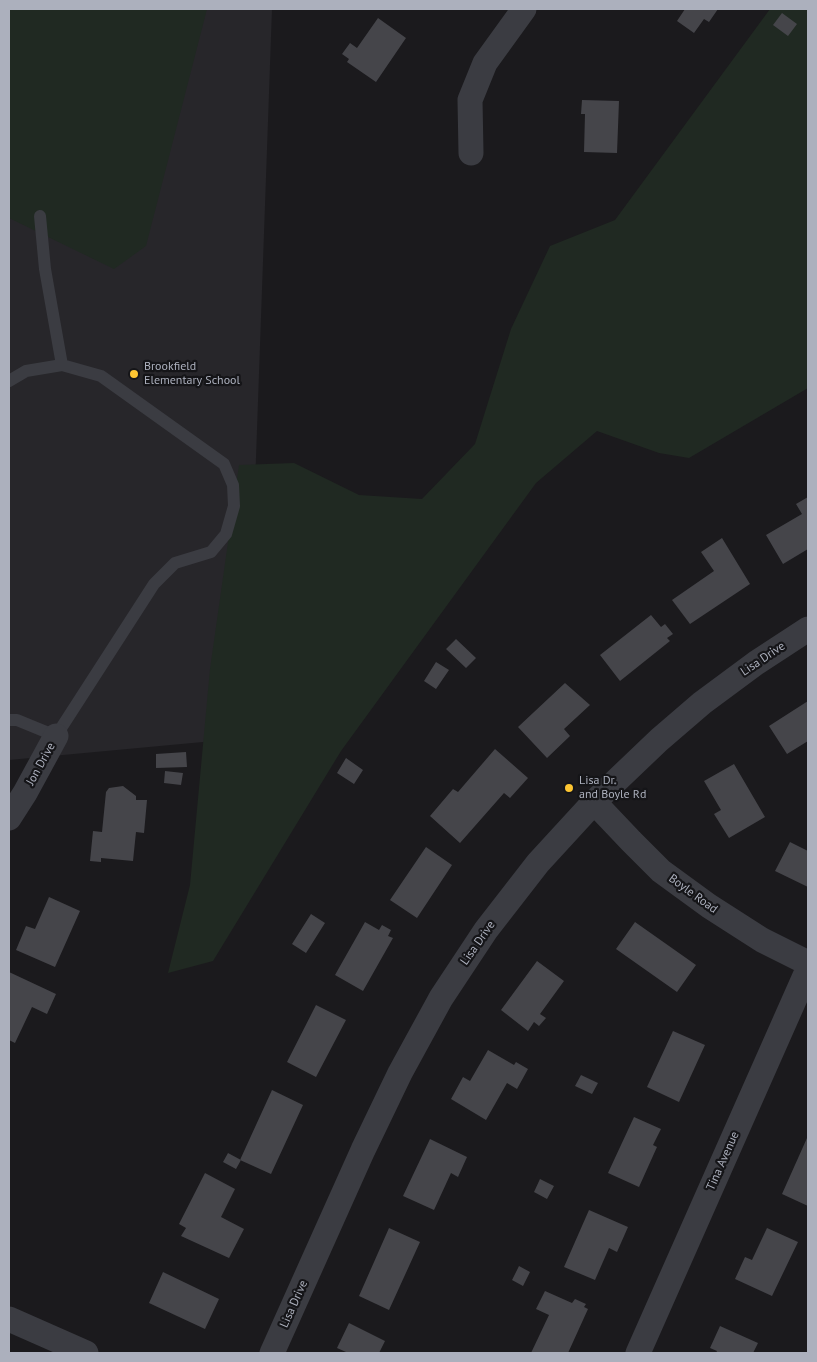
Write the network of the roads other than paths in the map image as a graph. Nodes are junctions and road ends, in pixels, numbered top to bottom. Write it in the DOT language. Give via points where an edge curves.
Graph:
graph roads {
  1 [pos="524,9"];
  2 [pos="471,153"];
  3 [pos="40,216"];
  4 [pos="62,364"];
  5 [pos="9,381"];
  6 [pos="808,629"];
  7 [pos="9,720"];
  8 [pos="56,736"];
  9 [pos="594,802"];
  10 [pos="9,818"];
  11 [pos="808,963"];
  12 [pos="808,969"];
  13 [pos="9,1319"];
  14 [pos="86,1353"];
  15 [pos="272,1353"];
  16 [pos="638,1353"];
  1 -- 2 [label="street" via="485,63 470,100"];
  3 -- 4 [label="lane" via="45,269"];
  4 -- 5 [label="lane" via="26,371"];
  4 -- 8 [label="lane" via="101,376 224,464 233,485 234,506 226,534 211,552 174,563 154,584"];
  6 -- 9 [label="street, Lisa Drive" via="702,703"];
  7 -- 8 [label="lane" via="17,720"];
  8 -- 10 [label="street, Jon Drive"];
  9 -- 11 [label="street, Boyle Road" via="662,871 693,895 762,940"];
  9 -- 15 [label="street, Lisa Drive" via="538,863 486,930 441,998 367,1141"];
  12 -- 16 [label="street, Tina Avenue"];
  13 -- 14 [label="street"];
}
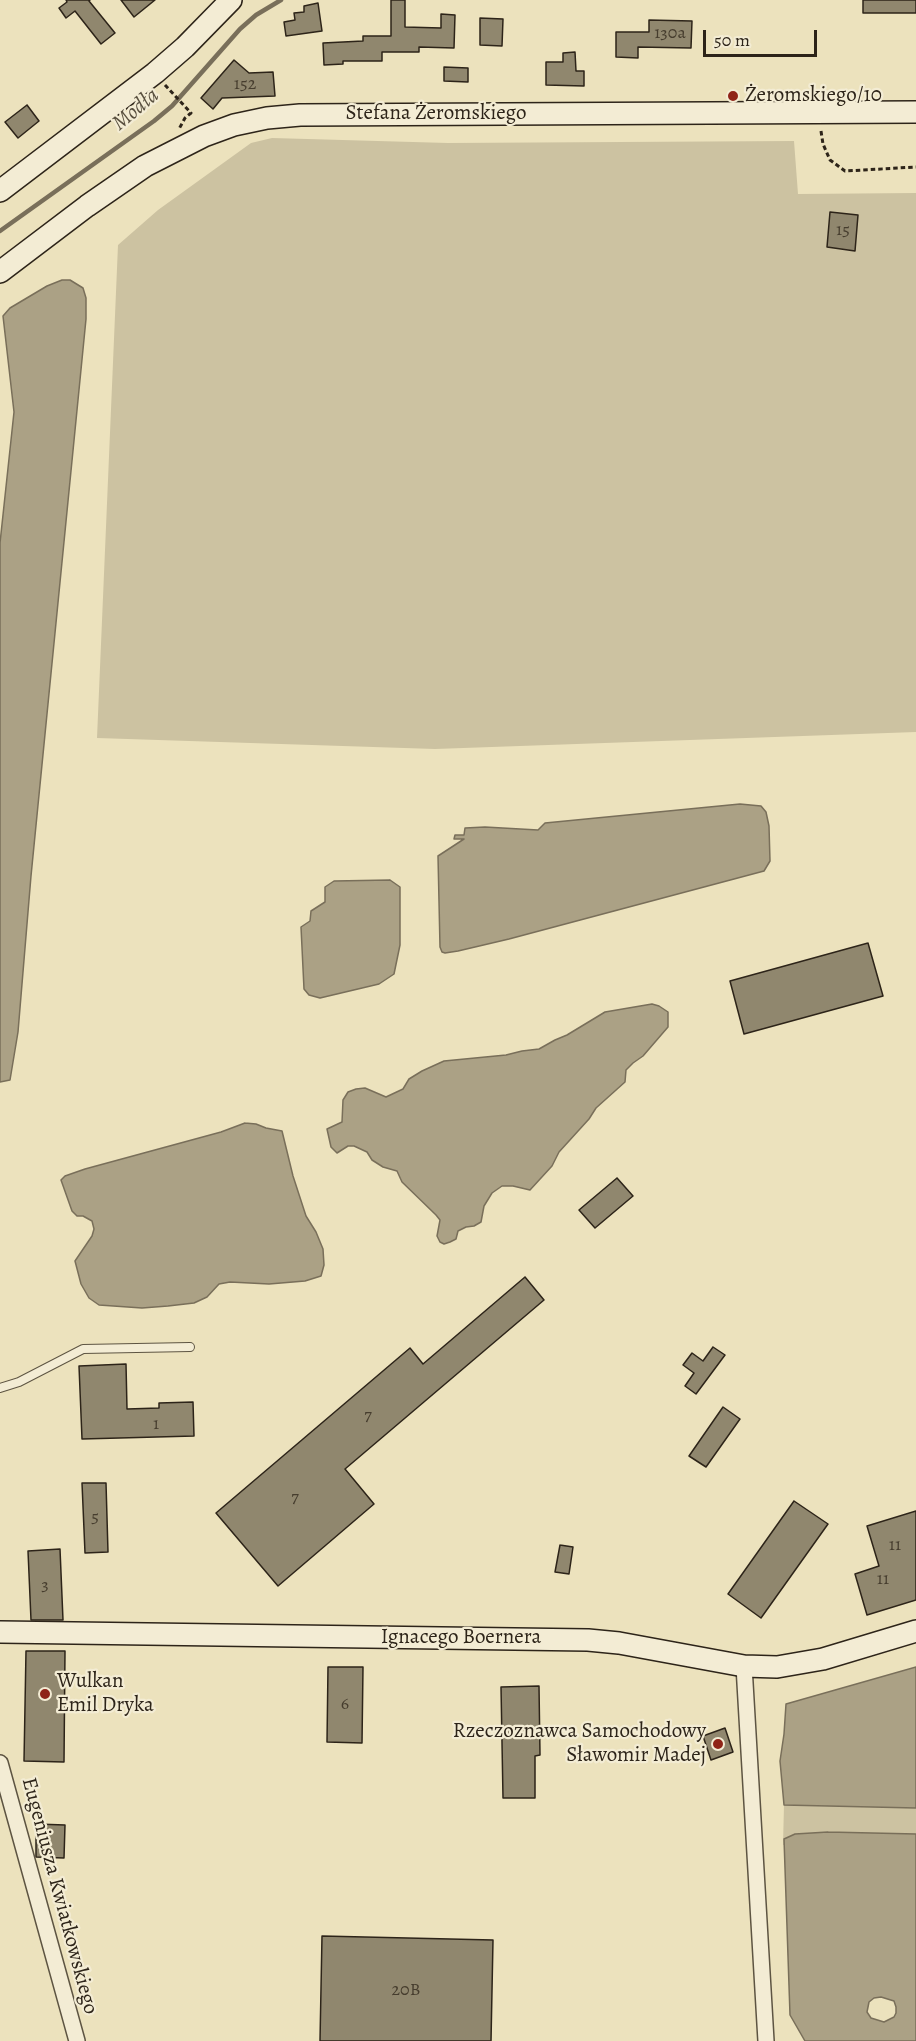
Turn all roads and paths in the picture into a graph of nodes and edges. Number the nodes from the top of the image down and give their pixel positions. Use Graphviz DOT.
graph roads {
  1 [pos="231,0"];
  2 [pos="163,83"];
  3 [pos="185,107"];
  4 [pos="916,112"];
  5 [pos="0,191"];
  6 [pos="0,272"];
  7 [pos="190,1347"];
  8 [pos="0,1388"];
  9 [pos="916,1631"];
  10 [pos="0,1632"];
  11 [pos="744,1666"];
  12 [pos="0,1763"];
  13 [pos="77,2041"];
  14 [pos="766,2041"];
  1 -- 5 [label="street"];
  2 -- 3 [label="path"];
  4 -- 6 [label="street, Stefana Żeromskiego"];
  7 -- 8 [label="lane"];
  9 -- 11 [label="street, Ignacego Boernera"];
  10 -- 11 [label="street, Ignacego Boernera"];
  11 -- 14 [label="street"];
  12 -- 13 [label="street, Eugeniusza Kwiatkowskiego"];
}
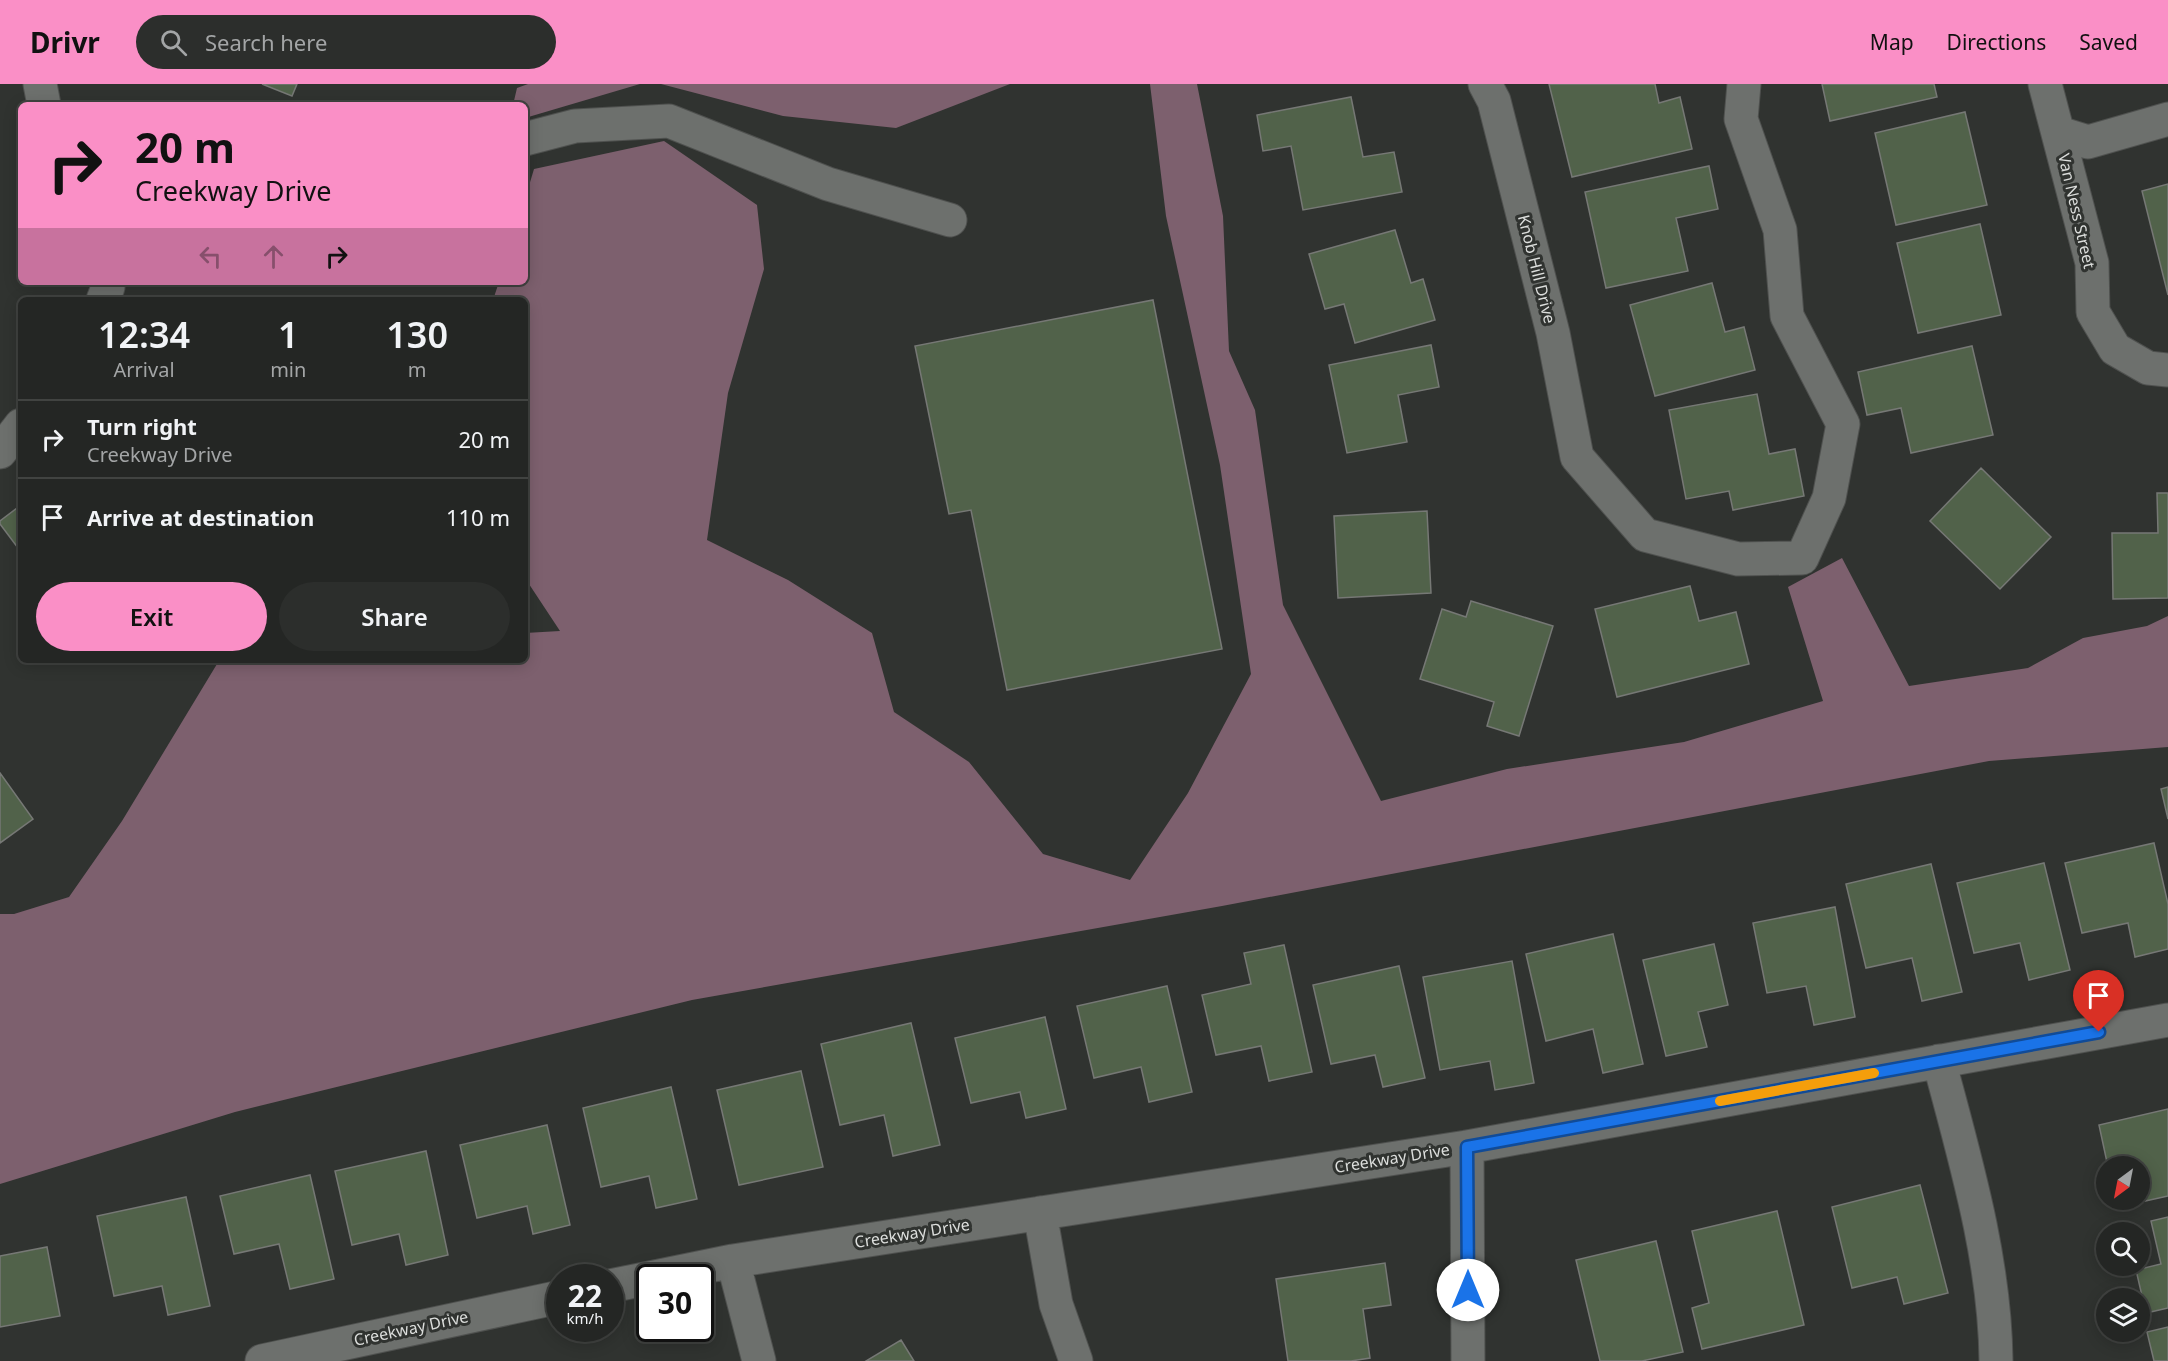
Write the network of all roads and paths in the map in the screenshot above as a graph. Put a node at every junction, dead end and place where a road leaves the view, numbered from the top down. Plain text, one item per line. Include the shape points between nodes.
1 (40, 84) edge
2 (1485, 84) edge
3 (1744, 84) edge
4 (2045, 84) edge
5 (43, 102) edge
6 (2168, 119) edge
7 (2059, 132) junction
8 (528, 138) edge
9 (950, 220) dead end
10 (2168, 370) edge
11 (18, 429) edge
12 (0, 452) edge
13 (2168, 1020) edge
14 (1940, 1061) junction
15 (1467, 1147) junction
16 (1040, 1213) junction
17 (733, 1261) junction
18 (714, 1265) edge
19 (546, 1300) edge
20 (331, 1353) edge
21 (262, 1361) edge
22 (759, 1361) edge
23 (1076, 1361) edge
24 (1468, 1361) edge
25 (1996, 1361) edge

1 - 5 street
2 - 3 street, Knob Hill Drive via 1494,101 1553,333 1577,458 1645,535 1738,559 1802,558 1829,498 1843,424 1787,316 1780,230 1741,119
4 - 7 street, Van Ness Street
6 - 7 street via 2088,142
7 - 10 street, Van Ness Street via 2092,263 2093,312 2115,349 2148,368
8 - 9 street via 575,126 669,121 828,184
11 - 12 street
13 - 14 street, Creekway Drive
14 - 15 street, Creekway Drive
14 - 25 street via 1974,1191 1995,1321
15 - 16 street, Creekway Drive
15 - 24 street
16 - 17 street, Creekway Drive
16 - 23 street via 1056,1304
17 - 18 street, Creekway Drive
17 - 22 street
19 - 20 street, Creekway Drive
20 - 21 street, Creekway Drive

--------------------------------

EXERCISE AIM — Copy every record verbatim while leaving each picture out.

EXPECTED OUTPUT —
Write the network of the roads other than paths in the map image as a graph. Nodes are junctions and road ends, in pixels, numbered top to bottom. Write it in the DOT language. Give via points where an edge curves.
Graph:
graph roads {
  1 [pos="524,9"];
  2 [pos="471,153"];
  3 [pos="40,216"];
  4 [pos="62,364"];
  5 [pos="9,381"];
  6 [pos="808,629"];
  7 [pos="9,720"];
  8 [pos="56,736"];
  9 [pos="594,802"];
  10 [pos="9,818"];
  11 [pos="808,963"];
  12 [pos="808,969"];
  13 [pos="9,1319"];
  14 [pos="86,1353"];
  15 [pos="272,1353"];
  16 [pos="638,1353"];
  1 -- 2 [label="street" via="485,63 470,100"];
  3 -- 4 [label="lane" via="45,269"];
  4 -- 5 [label="lane" via="26,371"];
  4 -- 8 [label="lane" via="101,376 224,464 233,485 234,506 226,534 211,552 174,563 154,584"];
  6 -- 9 [label="street, Lisa Drive" via="702,703"];
  7 -- 8 [label="lane" via="17,720"];
  8 -- 10 [label="street, Jon Drive"];
  9 -- 11 [label="street, Boyle Road" via="662,871 693,895 762,940"];
  9 -- 15 [label="street, Lisa Drive" via="538,863 486,930 441,998 367,1141"];
  12 -- 16 [label="street, Tina Avenue"];
  13 -- 14 [label="street"];
}
Turn all roads and paths in the picture into a graph of nodes and edges. Number the nodes from the top of the image down and give their pixel positions. Use Graphviz DOT.
graph roads {
  1 [pos="231,0"];
  2 [pos="163,83"];
  3 [pos="185,107"];
  4 [pos="916,112"];
  5 [pos="0,191"];
  6 [pos="0,272"];
  7 [pos="190,1347"];
  8 [pos="0,1388"];
  9 [pos="916,1631"];
  10 [pos="0,1632"];
  11 [pos="744,1666"];
  12 [pos="0,1763"];
  13 [pos="77,2041"];
  14 [pos="766,2041"];
  1 -- 5 [label="street"];
  2 -- 3 [label="path"];
  4 -- 6 [label="street, Stefana Żeromskiego"];
  7 -- 8 [label="lane"];
  9 -- 11 [label="street, Ignacego Boernera"];
  10 -- 11 [label="street, Ignacego Boernera"];
  11 -- 14 [label="street"];
  12 -- 13 [label="street, Eugeniusza Kwiatkowskiego"];
}
Write the network of all roads and paths in the map in the screenshot above as a graph. Put a node at every junction, dead end and place where a road leaves the view, numbered from the top down. Plain text, one item per line. Include the shape points between nodes.
1 (40, 84) edge
2 (1485, 84) edge
3 (1744, 84) edge
4 (2045, 84) edge
5 (43, 102) edge
6 (2168, 119) edge
7 (2059, 132) junction
8 (528, 138) edge
9 (950, 220) dead end
10 (2168, 370) edge
11 (18, 429) edge
12 (0, 452) edge
13 (2168, 1020) edge
14 (1940, 1061) junction
15 (1467, 1147) junction
16 (1040, 1213) junction
17 (733, 1261) junction
18 (714, 1265) edge
19 (546, 1300) edge
20 (331, 1353) edge
21 (262, 1361) edge
22 (759, 1361) edge
23 (1076, 1361) edge
24 (1468, 1361) edge
25 (1996, 1361) edge

1 - 5 street
2 - 3 street, Knob Hill Drive via 1494,101 1553,333 1577,458 1645,535 1738,559 1802,558 1829,498 1843,424 1787,316 1780,230 1741,119
4 - 7 street, Van Ness Street
6 - 7 street via 2088,142
7 - 10 street, Van Ness Street via 2092,263 2093,312 2115,349 2148,368
8 - 9 street via 575,126 669,121 828,184
11 - 12 street
13 - 14 street, Creekway Drive
14 - 15 street, Creekway Drive
14 - 25 street via 1974,1191 1995,1321
15 - 16 street, Creekway Drive
15 - 24 street
16 - 17 street, Creekway Drive
16 - 23 street via 1056,1304
17 - 18 street, Creekway Drive
17 - 22 street
19 - 20 street, Creekway Drive
20 - 21 street, Creekway Drive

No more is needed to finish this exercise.